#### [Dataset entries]
--
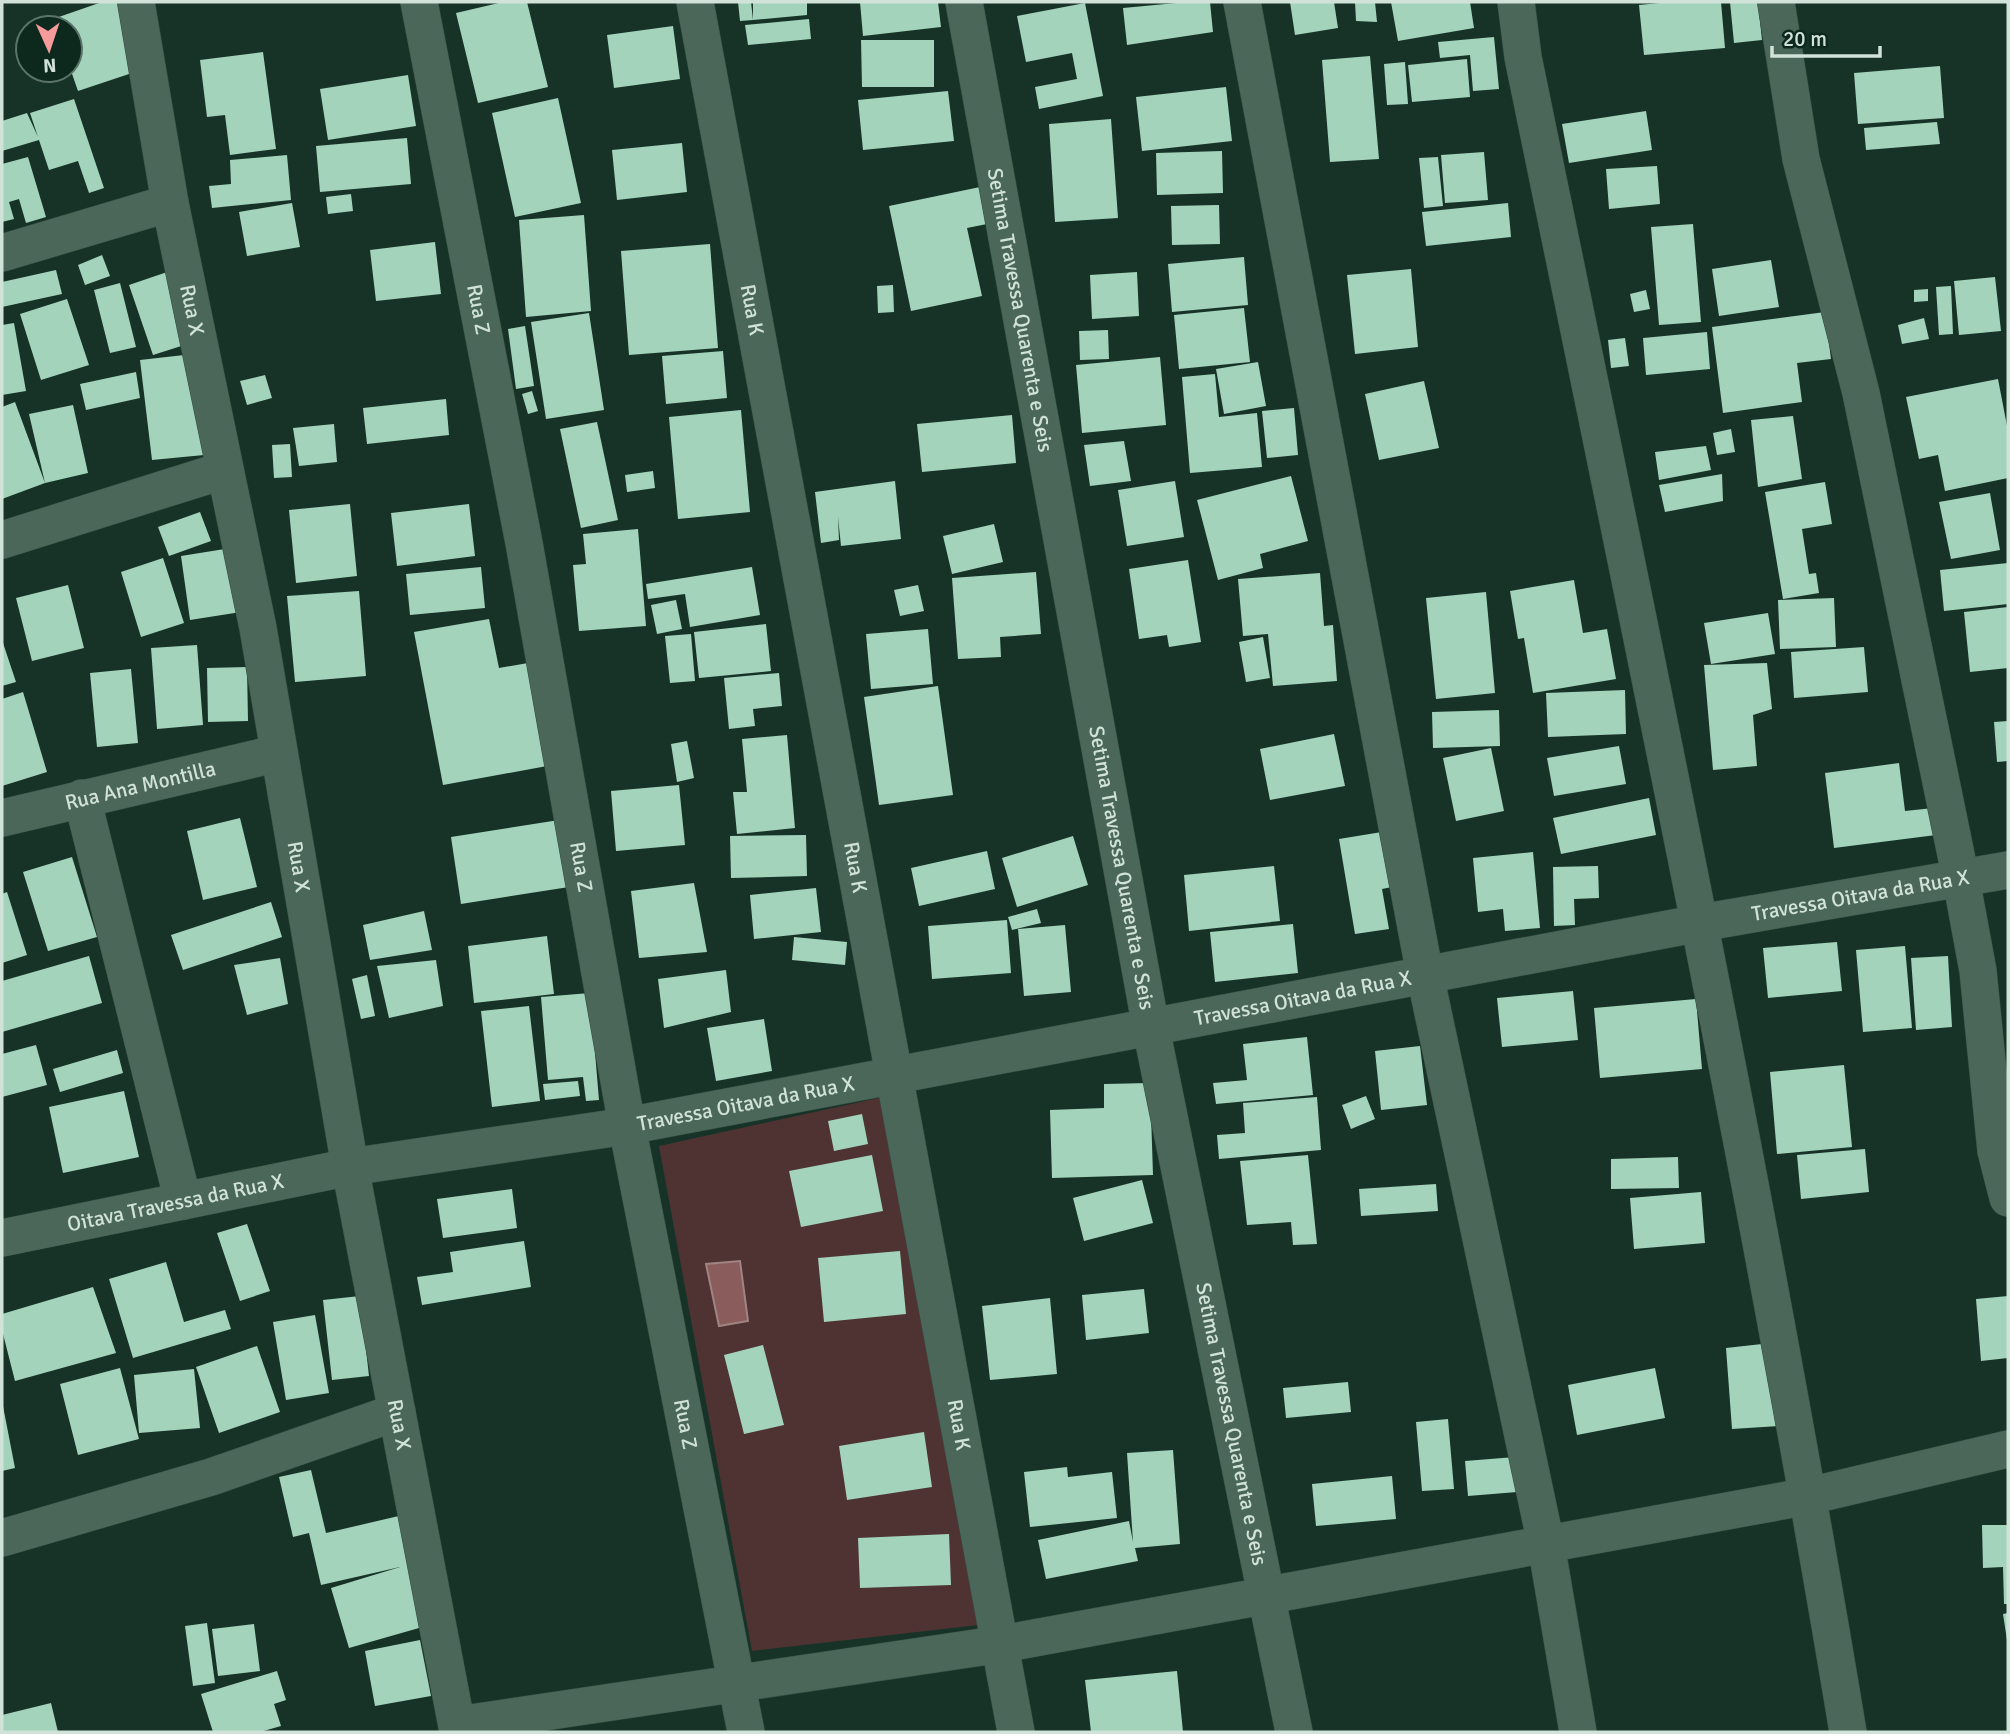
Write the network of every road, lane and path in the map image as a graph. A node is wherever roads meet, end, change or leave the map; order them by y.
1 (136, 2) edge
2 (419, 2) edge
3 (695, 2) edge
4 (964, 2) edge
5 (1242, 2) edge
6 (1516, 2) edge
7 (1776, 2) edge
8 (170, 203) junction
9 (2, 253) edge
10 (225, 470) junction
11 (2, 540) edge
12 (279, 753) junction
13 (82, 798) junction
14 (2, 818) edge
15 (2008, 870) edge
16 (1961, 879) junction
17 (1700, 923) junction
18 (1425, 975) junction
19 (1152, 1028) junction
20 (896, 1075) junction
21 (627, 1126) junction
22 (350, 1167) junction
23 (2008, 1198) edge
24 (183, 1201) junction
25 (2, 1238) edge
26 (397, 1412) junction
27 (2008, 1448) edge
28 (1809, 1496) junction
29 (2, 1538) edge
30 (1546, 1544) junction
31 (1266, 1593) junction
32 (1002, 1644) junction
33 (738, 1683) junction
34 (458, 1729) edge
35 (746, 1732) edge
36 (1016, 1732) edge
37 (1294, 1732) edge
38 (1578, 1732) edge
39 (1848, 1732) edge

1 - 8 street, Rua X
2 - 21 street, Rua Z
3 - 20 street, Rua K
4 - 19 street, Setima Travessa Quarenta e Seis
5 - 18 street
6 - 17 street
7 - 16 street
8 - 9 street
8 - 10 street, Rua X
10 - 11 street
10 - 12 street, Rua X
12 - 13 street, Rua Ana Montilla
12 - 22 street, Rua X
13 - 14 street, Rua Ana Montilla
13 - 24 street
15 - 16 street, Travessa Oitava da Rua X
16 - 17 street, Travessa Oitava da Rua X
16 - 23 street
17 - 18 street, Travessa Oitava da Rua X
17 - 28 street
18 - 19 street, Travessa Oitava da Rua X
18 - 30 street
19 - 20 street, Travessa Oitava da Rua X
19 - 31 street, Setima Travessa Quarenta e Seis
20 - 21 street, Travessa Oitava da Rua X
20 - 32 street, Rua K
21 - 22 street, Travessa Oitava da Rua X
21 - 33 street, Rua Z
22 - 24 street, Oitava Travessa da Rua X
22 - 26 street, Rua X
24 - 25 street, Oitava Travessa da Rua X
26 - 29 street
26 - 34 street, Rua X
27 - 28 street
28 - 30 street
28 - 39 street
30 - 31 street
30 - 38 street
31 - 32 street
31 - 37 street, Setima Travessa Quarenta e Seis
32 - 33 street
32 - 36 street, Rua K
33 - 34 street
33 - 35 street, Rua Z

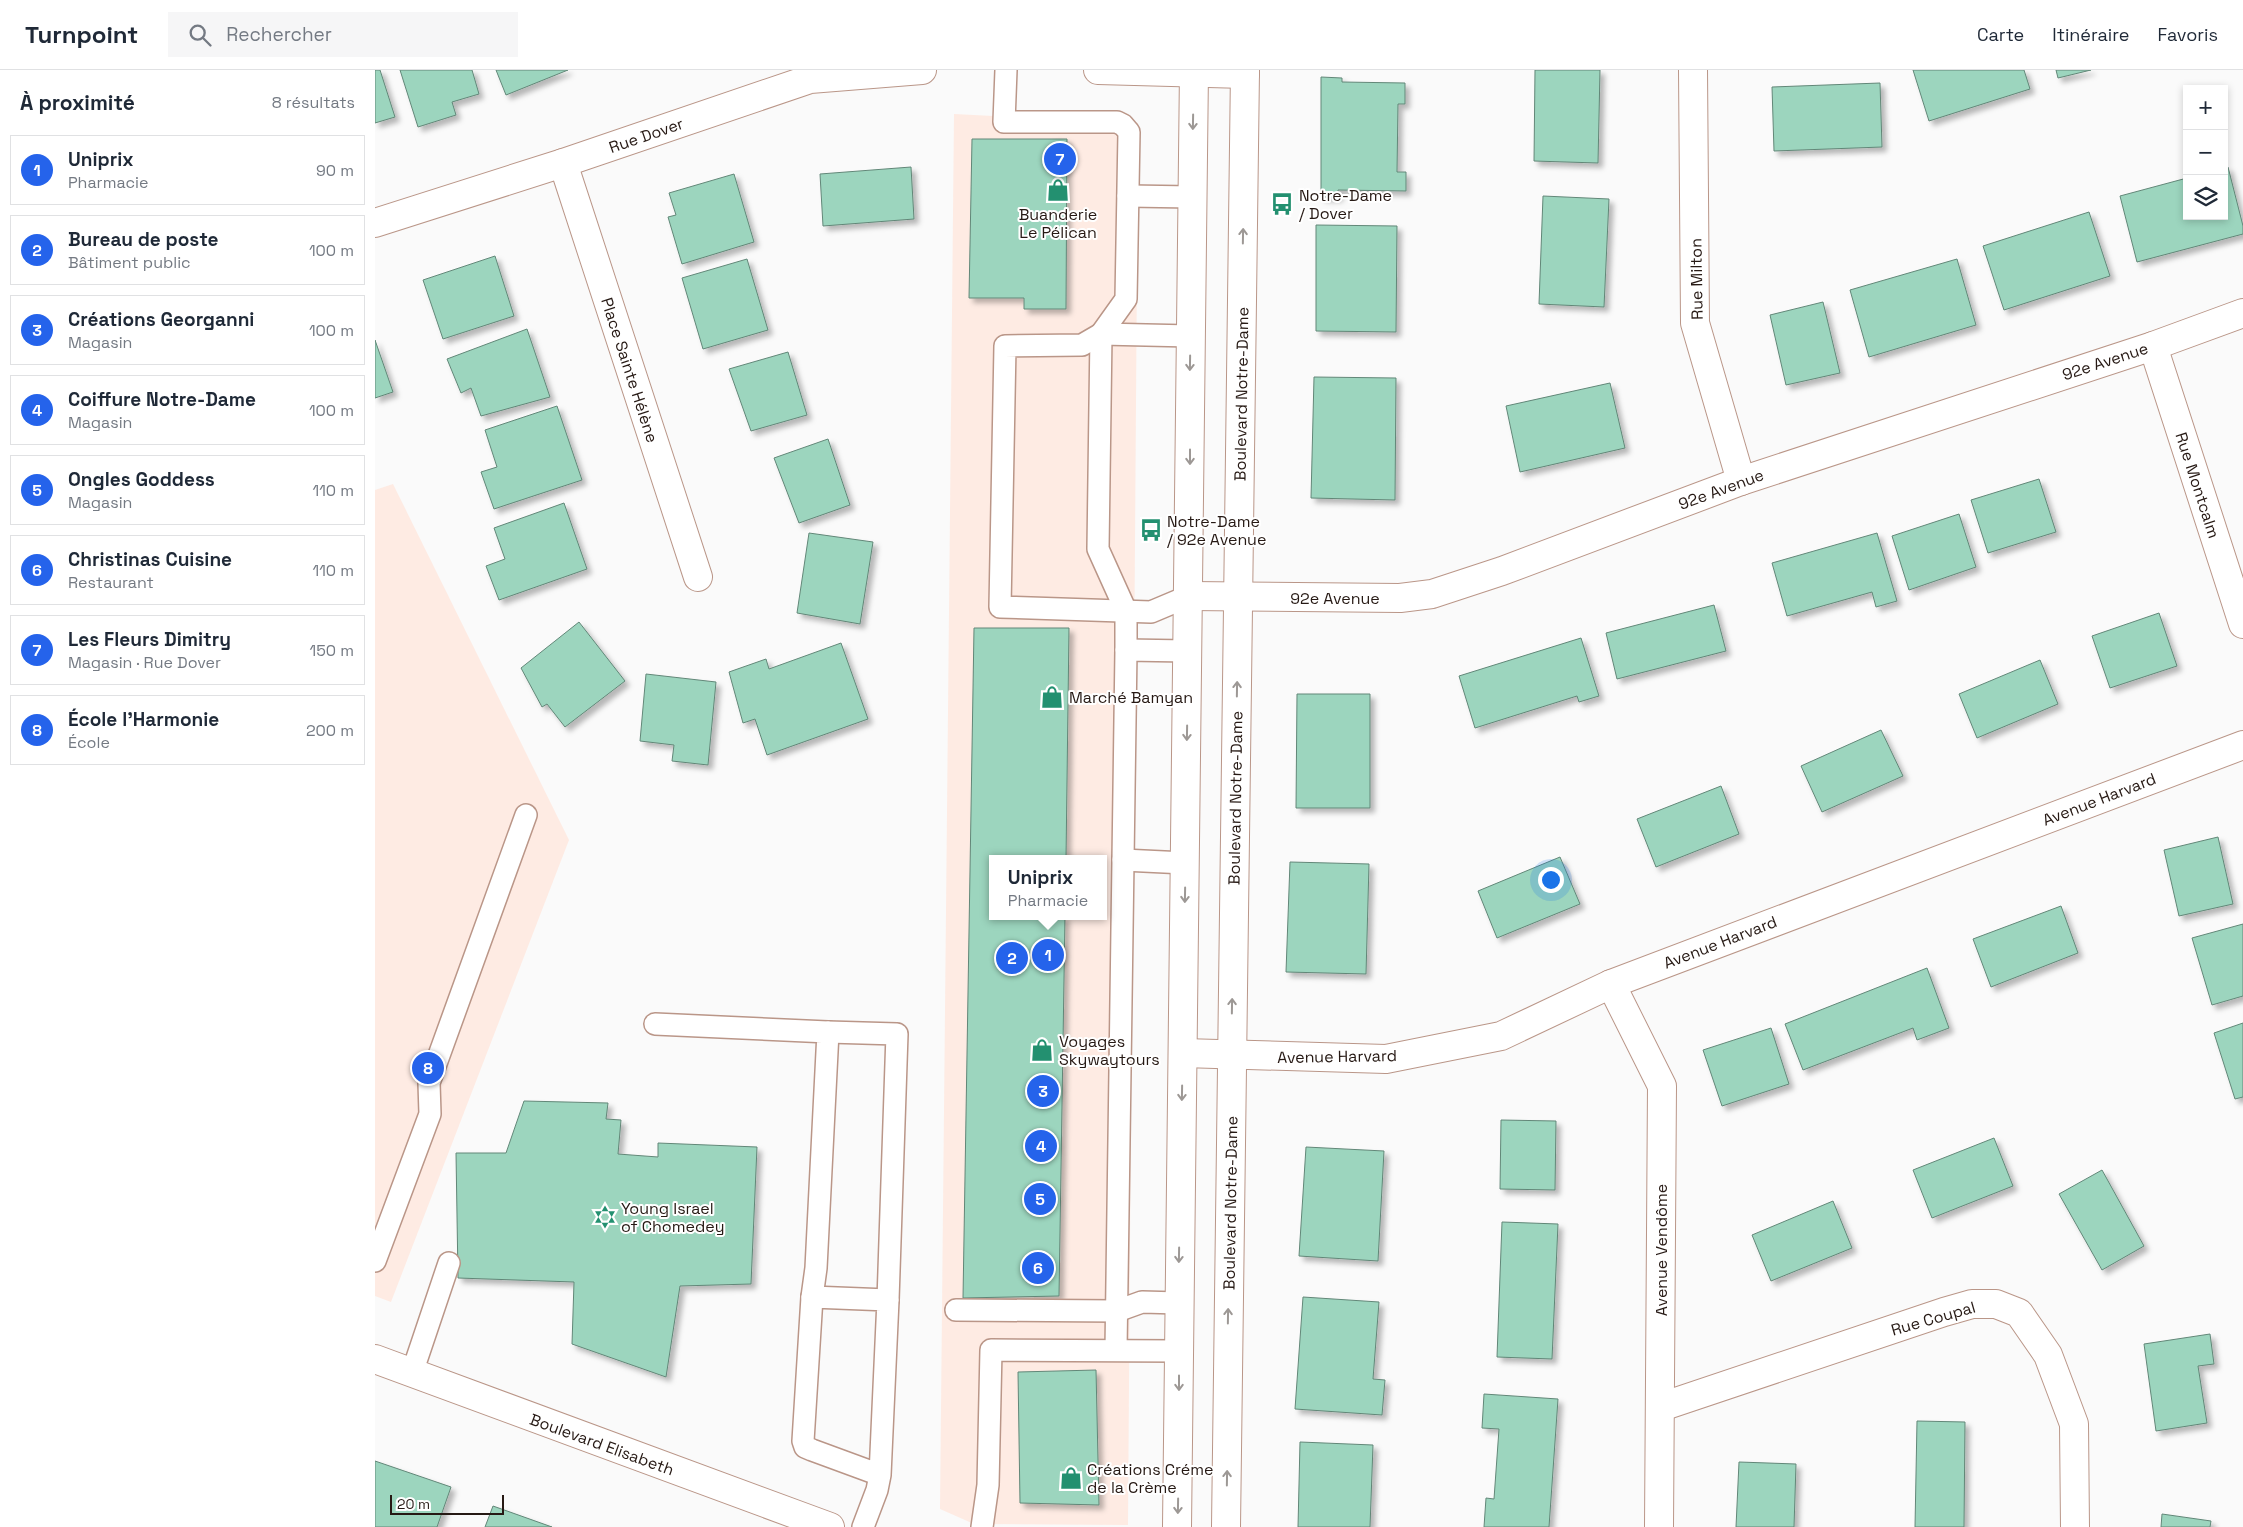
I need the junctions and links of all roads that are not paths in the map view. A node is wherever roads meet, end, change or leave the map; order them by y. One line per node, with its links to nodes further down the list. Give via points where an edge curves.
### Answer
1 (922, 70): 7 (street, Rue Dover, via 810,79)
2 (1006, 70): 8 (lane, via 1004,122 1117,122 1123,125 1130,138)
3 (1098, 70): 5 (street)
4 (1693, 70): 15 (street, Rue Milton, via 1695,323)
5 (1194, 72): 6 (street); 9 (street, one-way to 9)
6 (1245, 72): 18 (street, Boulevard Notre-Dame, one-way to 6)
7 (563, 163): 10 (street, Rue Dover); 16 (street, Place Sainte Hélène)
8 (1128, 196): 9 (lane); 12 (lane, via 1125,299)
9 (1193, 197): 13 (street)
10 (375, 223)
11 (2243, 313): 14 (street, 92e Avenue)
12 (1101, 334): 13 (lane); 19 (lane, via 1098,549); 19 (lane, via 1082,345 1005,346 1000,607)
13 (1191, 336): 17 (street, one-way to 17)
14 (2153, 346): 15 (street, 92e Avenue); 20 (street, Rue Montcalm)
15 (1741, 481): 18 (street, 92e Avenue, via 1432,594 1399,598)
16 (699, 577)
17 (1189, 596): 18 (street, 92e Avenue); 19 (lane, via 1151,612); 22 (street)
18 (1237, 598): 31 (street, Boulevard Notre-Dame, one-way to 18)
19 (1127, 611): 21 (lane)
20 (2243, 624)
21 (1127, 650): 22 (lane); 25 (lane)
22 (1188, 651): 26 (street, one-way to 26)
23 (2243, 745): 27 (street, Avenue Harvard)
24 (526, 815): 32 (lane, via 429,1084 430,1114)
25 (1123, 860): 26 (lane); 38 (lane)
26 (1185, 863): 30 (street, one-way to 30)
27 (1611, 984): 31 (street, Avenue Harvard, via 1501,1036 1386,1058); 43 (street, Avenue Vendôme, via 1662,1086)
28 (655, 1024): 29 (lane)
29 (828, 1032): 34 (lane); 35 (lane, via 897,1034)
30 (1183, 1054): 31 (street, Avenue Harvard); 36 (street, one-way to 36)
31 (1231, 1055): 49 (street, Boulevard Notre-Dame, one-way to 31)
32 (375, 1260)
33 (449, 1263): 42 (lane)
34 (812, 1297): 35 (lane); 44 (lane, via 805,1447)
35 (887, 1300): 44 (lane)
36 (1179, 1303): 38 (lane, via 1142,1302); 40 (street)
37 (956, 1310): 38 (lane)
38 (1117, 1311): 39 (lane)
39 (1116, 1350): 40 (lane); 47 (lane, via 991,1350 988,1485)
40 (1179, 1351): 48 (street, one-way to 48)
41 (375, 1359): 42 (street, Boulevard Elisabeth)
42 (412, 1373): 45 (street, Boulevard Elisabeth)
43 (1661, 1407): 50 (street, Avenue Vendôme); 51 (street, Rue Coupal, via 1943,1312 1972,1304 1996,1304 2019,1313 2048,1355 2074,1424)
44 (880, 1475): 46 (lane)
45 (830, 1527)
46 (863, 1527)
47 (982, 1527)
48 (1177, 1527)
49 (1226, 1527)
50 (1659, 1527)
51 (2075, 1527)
--
#### [WHAT TO WORK ON]
Considering the entries above, how many lines contain "Dover"? Give that number with nothing else.

#### [RESPONSE AREA]
2